- _Problem requirements_:
Among the entries that follow, tally the lines with the string "MILL". Give no more than the number.

--------

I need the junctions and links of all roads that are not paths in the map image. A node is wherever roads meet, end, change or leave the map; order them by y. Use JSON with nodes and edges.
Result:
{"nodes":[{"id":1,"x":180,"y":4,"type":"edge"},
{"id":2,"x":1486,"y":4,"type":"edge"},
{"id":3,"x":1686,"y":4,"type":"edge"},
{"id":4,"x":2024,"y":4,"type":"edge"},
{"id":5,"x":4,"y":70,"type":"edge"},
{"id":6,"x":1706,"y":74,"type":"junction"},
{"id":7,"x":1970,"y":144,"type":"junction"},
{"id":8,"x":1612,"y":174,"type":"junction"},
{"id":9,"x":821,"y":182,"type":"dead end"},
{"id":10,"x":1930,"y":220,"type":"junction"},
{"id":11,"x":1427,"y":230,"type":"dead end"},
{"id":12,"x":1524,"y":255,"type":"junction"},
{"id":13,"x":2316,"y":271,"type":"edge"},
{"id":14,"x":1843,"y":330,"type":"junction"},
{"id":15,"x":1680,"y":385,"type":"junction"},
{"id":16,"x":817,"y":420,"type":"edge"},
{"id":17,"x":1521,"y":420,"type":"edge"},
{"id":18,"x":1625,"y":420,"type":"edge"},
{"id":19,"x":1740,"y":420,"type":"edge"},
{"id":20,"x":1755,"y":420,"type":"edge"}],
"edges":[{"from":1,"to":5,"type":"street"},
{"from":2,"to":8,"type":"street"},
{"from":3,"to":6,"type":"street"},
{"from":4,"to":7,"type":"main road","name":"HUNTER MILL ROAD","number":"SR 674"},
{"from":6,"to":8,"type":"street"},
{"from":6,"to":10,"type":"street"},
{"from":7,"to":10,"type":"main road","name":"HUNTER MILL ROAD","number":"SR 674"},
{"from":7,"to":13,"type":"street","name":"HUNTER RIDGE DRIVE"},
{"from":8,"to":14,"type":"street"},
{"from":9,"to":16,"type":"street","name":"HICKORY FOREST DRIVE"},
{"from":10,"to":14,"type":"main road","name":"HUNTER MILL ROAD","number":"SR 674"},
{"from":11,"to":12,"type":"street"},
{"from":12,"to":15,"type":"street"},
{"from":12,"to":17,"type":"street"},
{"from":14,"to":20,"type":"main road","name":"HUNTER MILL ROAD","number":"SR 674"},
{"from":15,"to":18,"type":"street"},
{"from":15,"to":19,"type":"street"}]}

--------

- _Exercise result_:
4